- [Problem requirements] Whenever a line in the entries below contains the string "road", copy that line.
__________________________________________________
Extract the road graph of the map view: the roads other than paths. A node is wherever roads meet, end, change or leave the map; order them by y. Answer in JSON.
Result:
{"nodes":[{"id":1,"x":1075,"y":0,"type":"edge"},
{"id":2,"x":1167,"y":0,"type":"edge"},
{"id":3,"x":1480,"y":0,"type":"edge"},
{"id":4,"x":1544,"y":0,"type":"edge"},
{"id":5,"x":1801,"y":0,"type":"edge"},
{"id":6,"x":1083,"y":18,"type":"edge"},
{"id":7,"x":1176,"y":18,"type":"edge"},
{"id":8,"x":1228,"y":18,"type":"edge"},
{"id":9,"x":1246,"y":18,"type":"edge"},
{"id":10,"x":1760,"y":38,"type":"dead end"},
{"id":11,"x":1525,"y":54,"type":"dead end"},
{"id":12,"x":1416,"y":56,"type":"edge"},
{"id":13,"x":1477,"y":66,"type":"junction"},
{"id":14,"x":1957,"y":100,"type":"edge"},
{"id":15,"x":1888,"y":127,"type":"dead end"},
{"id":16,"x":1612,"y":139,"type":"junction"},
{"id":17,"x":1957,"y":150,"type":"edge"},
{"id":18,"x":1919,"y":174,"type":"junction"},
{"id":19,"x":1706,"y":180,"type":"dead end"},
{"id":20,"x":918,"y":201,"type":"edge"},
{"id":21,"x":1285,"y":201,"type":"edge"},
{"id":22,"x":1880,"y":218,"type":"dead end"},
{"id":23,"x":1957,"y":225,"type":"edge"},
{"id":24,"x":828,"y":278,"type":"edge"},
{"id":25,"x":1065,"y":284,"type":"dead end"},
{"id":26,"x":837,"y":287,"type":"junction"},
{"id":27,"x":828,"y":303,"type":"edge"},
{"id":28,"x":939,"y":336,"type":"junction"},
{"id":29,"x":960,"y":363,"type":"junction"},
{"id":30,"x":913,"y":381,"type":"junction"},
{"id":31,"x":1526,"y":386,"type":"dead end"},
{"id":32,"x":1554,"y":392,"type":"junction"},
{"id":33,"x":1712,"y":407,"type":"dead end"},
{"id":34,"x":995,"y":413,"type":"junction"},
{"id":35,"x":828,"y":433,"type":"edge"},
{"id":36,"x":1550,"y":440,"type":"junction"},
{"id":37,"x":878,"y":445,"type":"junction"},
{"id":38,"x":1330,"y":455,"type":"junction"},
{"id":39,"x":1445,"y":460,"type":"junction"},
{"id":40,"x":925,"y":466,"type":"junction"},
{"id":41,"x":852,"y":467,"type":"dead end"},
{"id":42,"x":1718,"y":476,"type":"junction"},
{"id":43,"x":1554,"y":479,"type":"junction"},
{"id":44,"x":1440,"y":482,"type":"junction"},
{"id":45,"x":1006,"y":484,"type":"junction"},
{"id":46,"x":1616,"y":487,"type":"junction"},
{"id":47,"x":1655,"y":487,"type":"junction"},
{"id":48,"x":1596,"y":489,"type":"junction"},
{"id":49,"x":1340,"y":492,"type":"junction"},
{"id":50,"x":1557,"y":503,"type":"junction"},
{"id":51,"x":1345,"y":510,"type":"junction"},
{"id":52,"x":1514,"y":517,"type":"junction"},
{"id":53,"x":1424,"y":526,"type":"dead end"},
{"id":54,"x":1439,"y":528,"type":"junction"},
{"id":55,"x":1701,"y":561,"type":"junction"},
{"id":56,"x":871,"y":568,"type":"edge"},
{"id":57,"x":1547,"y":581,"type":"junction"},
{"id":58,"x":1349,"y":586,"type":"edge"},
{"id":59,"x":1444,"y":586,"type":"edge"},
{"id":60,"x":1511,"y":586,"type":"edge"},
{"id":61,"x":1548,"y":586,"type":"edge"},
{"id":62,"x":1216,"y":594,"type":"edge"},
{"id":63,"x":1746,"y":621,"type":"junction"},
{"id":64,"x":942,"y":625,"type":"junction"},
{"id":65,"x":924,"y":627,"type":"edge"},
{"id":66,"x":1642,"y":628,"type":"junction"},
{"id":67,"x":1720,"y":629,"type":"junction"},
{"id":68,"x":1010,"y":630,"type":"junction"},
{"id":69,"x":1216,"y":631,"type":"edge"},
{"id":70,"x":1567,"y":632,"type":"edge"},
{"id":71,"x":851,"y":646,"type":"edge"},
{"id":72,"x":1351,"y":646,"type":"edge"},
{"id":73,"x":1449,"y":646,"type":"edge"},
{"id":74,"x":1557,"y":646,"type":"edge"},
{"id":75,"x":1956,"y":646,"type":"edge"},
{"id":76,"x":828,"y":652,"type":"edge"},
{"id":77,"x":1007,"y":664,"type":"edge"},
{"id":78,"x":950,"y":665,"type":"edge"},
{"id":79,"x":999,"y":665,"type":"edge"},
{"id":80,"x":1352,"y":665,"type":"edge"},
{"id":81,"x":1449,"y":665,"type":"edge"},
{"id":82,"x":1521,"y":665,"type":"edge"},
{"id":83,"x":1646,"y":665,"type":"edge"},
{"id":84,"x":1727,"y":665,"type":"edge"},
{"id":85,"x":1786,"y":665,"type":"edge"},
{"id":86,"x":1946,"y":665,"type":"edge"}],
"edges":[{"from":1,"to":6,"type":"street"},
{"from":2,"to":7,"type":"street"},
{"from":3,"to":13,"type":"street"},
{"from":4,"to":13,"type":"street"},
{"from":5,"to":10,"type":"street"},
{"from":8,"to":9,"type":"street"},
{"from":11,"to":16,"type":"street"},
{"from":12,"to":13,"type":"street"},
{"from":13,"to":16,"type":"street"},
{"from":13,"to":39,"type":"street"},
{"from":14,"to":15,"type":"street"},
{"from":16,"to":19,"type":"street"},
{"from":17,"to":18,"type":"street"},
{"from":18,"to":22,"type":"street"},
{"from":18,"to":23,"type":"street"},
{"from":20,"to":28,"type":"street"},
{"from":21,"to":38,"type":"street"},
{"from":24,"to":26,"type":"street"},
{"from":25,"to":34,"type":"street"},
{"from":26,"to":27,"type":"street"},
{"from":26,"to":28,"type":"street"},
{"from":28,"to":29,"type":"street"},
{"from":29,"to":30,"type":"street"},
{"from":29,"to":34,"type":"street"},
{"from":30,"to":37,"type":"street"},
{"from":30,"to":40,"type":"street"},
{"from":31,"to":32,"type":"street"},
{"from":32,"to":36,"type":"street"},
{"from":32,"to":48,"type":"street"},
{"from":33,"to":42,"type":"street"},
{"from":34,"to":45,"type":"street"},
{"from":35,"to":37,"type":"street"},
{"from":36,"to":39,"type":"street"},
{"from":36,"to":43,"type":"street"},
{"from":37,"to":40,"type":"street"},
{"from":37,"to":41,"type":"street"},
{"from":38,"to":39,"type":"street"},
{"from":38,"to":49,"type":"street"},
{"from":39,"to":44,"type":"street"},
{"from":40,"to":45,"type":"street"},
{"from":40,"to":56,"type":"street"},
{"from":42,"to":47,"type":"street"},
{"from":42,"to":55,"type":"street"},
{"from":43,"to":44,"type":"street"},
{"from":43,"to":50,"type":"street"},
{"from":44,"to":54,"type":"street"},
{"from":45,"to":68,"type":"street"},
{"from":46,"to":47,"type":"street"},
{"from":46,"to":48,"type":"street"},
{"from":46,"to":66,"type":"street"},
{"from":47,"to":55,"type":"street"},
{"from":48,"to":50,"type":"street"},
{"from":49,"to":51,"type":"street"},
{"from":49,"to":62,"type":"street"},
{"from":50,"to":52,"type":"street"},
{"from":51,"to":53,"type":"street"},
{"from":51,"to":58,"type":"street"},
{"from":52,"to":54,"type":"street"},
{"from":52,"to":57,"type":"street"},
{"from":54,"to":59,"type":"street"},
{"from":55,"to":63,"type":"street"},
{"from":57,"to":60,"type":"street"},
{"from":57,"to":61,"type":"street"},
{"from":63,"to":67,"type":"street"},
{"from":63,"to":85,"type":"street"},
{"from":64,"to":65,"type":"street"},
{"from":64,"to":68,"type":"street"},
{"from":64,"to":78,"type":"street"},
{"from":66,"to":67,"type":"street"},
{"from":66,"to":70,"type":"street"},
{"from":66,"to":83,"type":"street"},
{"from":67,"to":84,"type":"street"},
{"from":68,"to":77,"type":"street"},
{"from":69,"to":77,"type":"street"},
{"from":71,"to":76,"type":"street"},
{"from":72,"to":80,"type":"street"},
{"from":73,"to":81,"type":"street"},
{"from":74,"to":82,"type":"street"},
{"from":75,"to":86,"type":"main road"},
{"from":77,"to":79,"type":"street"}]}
__________________________________________________
- [Answer to this task]
Extract the road graph of the map view: the roads other than paths. A node is wherever roads meet, end, change or leave the map; order them by y. Answer in JSON.
{"from":75,"to":86,"type":"main road"},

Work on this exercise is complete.